What the exercise asks: Only the pictures are to be omitted; every entry beneath should otherwise be duplicated exactly.

Information:

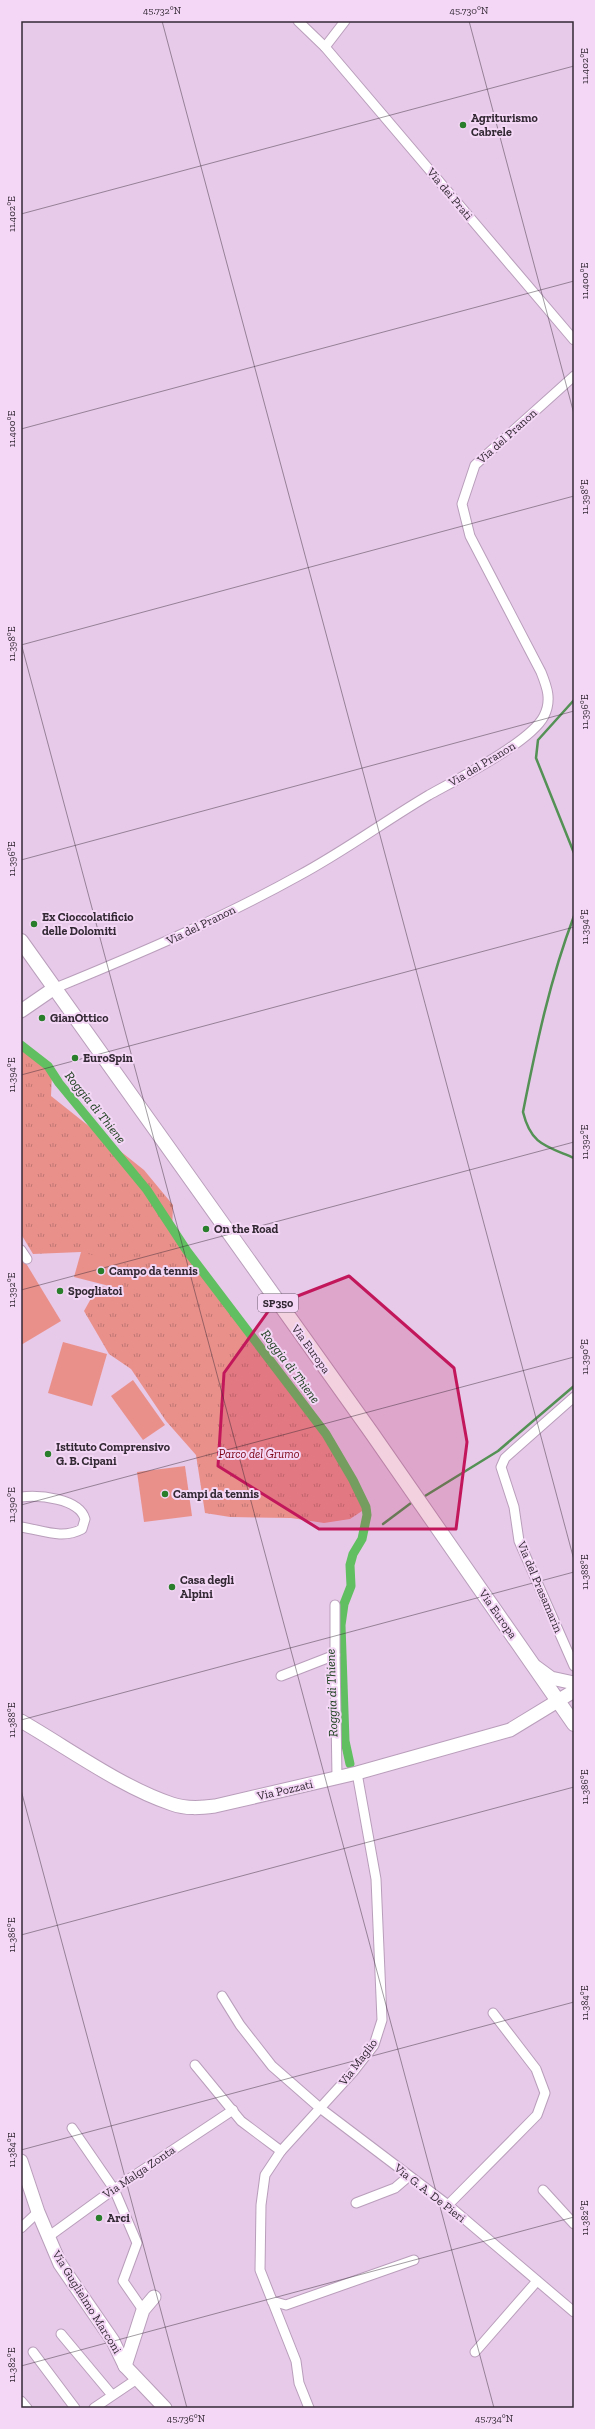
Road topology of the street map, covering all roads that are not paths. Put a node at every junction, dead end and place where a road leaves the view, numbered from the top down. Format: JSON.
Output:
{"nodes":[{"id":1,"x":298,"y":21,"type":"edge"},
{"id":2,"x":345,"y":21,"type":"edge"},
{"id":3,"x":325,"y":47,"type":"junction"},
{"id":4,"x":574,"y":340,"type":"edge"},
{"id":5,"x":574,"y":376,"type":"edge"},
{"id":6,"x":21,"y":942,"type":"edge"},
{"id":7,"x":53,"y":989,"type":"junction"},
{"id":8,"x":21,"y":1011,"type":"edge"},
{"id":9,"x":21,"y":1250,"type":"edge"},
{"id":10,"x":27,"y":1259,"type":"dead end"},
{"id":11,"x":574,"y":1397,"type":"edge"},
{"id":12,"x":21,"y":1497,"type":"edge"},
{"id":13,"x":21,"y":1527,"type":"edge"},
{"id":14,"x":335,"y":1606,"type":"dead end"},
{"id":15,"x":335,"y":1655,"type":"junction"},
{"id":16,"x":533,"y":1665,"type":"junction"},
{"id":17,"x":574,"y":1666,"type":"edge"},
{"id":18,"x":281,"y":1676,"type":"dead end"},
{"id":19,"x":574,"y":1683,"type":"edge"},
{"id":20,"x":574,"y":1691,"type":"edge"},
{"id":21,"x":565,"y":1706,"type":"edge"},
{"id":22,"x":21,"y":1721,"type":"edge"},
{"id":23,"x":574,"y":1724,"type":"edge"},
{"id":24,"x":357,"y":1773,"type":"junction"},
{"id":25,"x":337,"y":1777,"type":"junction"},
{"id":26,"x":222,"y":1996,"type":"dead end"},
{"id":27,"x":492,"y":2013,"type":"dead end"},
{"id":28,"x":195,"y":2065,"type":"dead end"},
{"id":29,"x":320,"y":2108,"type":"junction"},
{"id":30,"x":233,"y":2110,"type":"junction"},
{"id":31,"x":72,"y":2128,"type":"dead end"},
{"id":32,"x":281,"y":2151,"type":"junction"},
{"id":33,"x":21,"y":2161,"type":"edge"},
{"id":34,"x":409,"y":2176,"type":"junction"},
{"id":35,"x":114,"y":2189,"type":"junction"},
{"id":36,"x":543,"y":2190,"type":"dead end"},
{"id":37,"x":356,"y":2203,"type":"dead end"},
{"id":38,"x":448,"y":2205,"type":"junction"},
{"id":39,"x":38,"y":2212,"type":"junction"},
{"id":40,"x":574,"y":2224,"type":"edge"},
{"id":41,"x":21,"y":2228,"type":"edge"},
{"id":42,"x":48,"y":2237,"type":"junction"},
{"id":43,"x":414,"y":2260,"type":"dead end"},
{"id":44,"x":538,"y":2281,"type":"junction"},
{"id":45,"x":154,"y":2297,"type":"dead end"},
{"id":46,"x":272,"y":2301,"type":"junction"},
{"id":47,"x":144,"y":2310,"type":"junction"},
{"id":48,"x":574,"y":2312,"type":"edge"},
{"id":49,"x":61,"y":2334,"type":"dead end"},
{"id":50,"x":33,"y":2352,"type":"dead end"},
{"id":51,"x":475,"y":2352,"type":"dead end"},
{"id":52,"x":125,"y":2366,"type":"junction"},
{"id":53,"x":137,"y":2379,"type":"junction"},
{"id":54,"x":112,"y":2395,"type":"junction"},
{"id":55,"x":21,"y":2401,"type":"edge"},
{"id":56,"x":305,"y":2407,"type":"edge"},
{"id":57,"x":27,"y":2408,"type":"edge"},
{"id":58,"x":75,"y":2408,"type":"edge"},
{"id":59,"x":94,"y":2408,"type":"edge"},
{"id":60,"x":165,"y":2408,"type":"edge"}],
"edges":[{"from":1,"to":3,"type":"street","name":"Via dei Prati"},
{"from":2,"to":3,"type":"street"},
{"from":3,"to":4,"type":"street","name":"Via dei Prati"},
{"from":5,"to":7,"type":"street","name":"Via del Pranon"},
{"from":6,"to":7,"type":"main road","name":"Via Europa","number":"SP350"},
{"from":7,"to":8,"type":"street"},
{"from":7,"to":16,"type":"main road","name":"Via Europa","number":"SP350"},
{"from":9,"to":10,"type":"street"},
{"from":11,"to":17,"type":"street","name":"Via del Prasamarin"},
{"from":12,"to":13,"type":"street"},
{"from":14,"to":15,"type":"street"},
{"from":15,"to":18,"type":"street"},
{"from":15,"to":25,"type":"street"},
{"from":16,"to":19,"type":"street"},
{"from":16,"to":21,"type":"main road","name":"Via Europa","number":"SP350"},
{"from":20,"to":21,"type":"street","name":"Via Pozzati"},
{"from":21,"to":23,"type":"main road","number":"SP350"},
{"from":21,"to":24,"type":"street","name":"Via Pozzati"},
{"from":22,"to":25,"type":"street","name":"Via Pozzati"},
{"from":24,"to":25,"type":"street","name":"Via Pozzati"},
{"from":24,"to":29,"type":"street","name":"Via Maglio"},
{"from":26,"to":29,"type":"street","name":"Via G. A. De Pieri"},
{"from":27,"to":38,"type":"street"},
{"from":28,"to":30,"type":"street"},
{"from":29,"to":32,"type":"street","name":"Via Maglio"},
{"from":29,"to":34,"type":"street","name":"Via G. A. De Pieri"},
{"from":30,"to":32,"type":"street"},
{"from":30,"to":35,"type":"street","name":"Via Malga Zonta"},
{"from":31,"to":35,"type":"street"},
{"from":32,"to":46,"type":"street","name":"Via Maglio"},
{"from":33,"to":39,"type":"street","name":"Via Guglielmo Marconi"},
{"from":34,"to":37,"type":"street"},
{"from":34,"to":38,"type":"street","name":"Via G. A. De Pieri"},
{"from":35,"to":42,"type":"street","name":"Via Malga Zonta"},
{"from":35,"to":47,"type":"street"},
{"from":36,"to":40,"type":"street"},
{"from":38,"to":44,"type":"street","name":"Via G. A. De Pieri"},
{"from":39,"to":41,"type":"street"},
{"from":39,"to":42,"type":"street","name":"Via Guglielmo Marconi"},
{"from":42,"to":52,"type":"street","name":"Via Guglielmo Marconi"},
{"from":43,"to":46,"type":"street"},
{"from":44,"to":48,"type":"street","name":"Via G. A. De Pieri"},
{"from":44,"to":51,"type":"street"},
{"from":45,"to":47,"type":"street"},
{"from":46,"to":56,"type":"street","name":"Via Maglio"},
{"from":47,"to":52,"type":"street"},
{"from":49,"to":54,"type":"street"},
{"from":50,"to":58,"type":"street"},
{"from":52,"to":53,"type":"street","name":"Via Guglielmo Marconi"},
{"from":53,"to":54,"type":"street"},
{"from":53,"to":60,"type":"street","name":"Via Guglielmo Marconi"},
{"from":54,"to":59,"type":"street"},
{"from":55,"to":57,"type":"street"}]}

Task answer:
Road topology of the street map, covering all roads that are not paths. Put a node at every junction, dead end and place where a road leaves the view, numbered from the top down. Format: JSON.
Output:
{"nodes":[{"id":1,"x":298,"y":21,"type":"edge"},
{"id":2,"x":345,"y":21,"type":"edge"},
{"id":3,"x":325,"y":47,"type":"junction"},
{"id":4,"x":574,"y":340,"type":"edge"},
{"id":5,"x":574,"y":376,"type":"edge"},
{"id":6,"x":21,"y":942,"type":"edge"},
{"id":7,"x":53,"y":989,"type":"junction"},
{"id":8,"x":21,"y":1011,"type":"edge"},
{"id":9,"x":21,"y":1250,"type":"edge"},
{"id":10,"x":27,"y":1259,"type":"dead end"},
{"id":11,"x":574,"y":1397,"type":"edge"},
{"id":12,"x":21,"y":1497,"type":"edge"},
{"id":13,"x":21,"y":1527,"type":"edge"},
{"id":14,"x":335,"y":1606,"type":"dead end"},
{"id":15,"x":335,"y":1655,"type":"junction"},
{"id":16,"x":533,"y":1665,"type":"junction"},
{"id":17,"x":574,"y":1666,"type":"edge"},
{"id":18,"x":281,"y":1676,"type":"dead end"},
{"id":19,"x":574,"y":1683,"type":"edge"},
{"id":20,"x":574,"y":1691,"type":"edge"},
{"id":21,"x":565,"y":1706,"type":"edge"},
{"id":22,"x":21,"y":1721,"type":"edge"},
{"id":23,"x":574,"y":1724,"type":"edge"},
{"id":24,"x":357,"y":1773,"type":"junction"},
{"id":25,"x":337,"y":1777,"type":"junction"},
{"id":26,"x":222,"y":1996,"type":"dead end"},
{"id":27,"x":492,"y":2013,"type":"dead end"},
{"id":28,"x":195,"y":2065,"type":"dead end"},
{"id":29,"x":320,"y":2108,"type":"junction"},
{"id":30,"x":233,"y":2110,"type":"junction"},
{"id":31,"x":72,"y":2128,"type":"dead end"},
{"id":32,"x":281,"y":2151,"type":"junction"},
{"id":33,"x":21,"y":2161,"type":"edge"},
{"id":34,"x":409,"y":2176,"type":"junction"},
{"id":35,"x":114,"y":2189,"type":"junction"},
{"id":36,"x":543,"y":2190,"type":"dead end"},
{"id":37,"x":356,"y":2203,"type":"dead end"},
{"id":38,"x":448,"y":2205,"type":"junction"},
{"id":39,"x":38,"y":2212,"type":"junction"},
{"id":40,"x":574,"y":2224,"type":"edge"},
{"id":41,"x":21,"y":2228,"type":"edge"},
{"id":42,"x":48,"y":2237,"type":"junction"},
{"id":43,"x":414,"y":2260,"type":"dead end"},
{"id":44,"x":538,"y":2281,"type":"junction"},
{"id":45,"x":154,"y":2297,"type":"dead end"},
{"id":46,"x":272,"y":2301,"type":"junction"},
{"id":47,"x":144,"y":2310,"type":"junction"},
{"id":48,"x":574,"y":2312,"type":"edge"},
{"id":49,"x":61,"y":2334,"type":"dead end"},
{"id":50,"x":33,"y":2352,"type":"dead end"},
{"id":51,"x":475,"y":2352,"type":"dead end"},
{"id":52,"x":125,"y":2366,"type":"junction"},
{"id":53,"x":137,"y":2379,"type":"junction"},
{"id":54,"x":112,"y":2395,"type":"junction"},
{"id":55,"x":21,"y":2401,"type":"edge"},
{"id":56,"x":305,"y":2407,"type":"edge"},
{"id":57,"x":27,"y":2408,"type":"edge"},
{"id":58,"x":75,"y":2408,"type":"edge"},
{"id":59,"x":94,"y":2408,"type":"edge"},
{"id":60,"x":165,"y":2408,"type":"edge"}],
"edges":[{"from":1,"to":3,"type":"street","name":"Via dei Prati"},
{"from":2,"to":3,"type":"street"},
{"from":3,"to":4,"type":"street","name":"Via dei Prati"},
{"from":5,"to":7,"type":"street","name":"Via del Pranon"},
{"from":6,"to":7,"type":"main road","name":"Via Europa","number":"SP350"},
{"from":7,"to":8,"type":"street"},
{"from":7,"to":16,"type":"main road","name":"Via Europa","number":"SP350"},
{"from":9,"to":10,"type":"street"},
{"from":11,"to":17,"type":"street","name":"Via del Prasamarin"},
{"from":12,"to":13,"type":"street"},
{"from":14,"to":15,"type":"street"},
{"from":15,"to":18,"type":"street"},
{"from":15,"to":25,"type":"street"},
{"from":16,"to":19,"type":"street"},
{"from":16,"to":21,"type":"main road","name":"Via Europa","number":"SP350"},
{"from":20,"to":21,"type":"street","name":"Via Pozzati"},
{"from":21,"to":23,"type":"main road","number":"SP350"},
{"from":21,"to":24,"type":"street","name":"Via Pozzati"},
{"from":22,"to":25,"type":"street","name":"Via Pozzati"},
{"from":24,"to":25,"type":"street","name":"Via Pozzati"},
{"from":24,"to":29,"type":"street","name":"Via Maglio"},
{"from":26,"to":29,"type":"street","name":"Via G. A. De Pieri"},
{"from":27,"to":38,"type":"street"},
{"from":28,"to":30,"type":"street"},
{"from":29,"to":32,"type":"street","name":"Via Maglio"},
{"from":29,"to":34,"type":"street","name":"Via G. A. De Pieri"},
{"from":30,"to":32,"type":"street"},
{"from":30,"to":35,"type":"street","name":"Via Malga Zonta"},
{"from":31,"to":35,"type":"street"},
{"from":32,"to":46,"type":"street","name":"Via Maglio"},
{"from":33,"to":39,"type":"street","name":"Via Guglielmo Marconi"},
{"from":34,"to":37,"type":"street"},
{"from":34,"to":38,"type":"street","name":"Via G. A. De Pieri"},
{"from":35,"to":42,"type":"street","name":"Via Malga Zonta"},
{"from":35,"to":47,"type":"street"},
{"from":36,"to":40,"type":"street"},
{"from":38,"to":44,"type":"street","name":"Via G. A. De Pieri"},
{"from":39,"to":41,"type":"street"},
{"from":39,"to":42,"type":"street","name":"Via Guglielmo Marconi"},
{"from":42,"to":52,"type":"street","name":"Via Guglielmo Marconi"},
{"from":43,"to":46,"type":"street"},
{"from":44,"to":48,"type":"street","name":"Via G. A. De Pieri"},
{"from":44,"to":51,"type":"street"},
{"from":45,"to":47,"type":"street"},
{"from":46,"to":56,"type":"street","name":"Via Maglio"},
{"from":47,"to":52,"type":"street"},
{"from":49,"to":54,"type":"street"},
{"from":50,"to":58,"type":"street"},
{"from":52,"to":53,"type":"street","name":"Via Guglielmo Marconi"},
{"from":53,"to":54,"type":"street"},
{"from":53,"to":60,"type":"street","name":"Via Guglielmo Marconi"},
{"from":54,"to":59,"type":"street"},
{"from":55,"to":57,"type":"street"}]}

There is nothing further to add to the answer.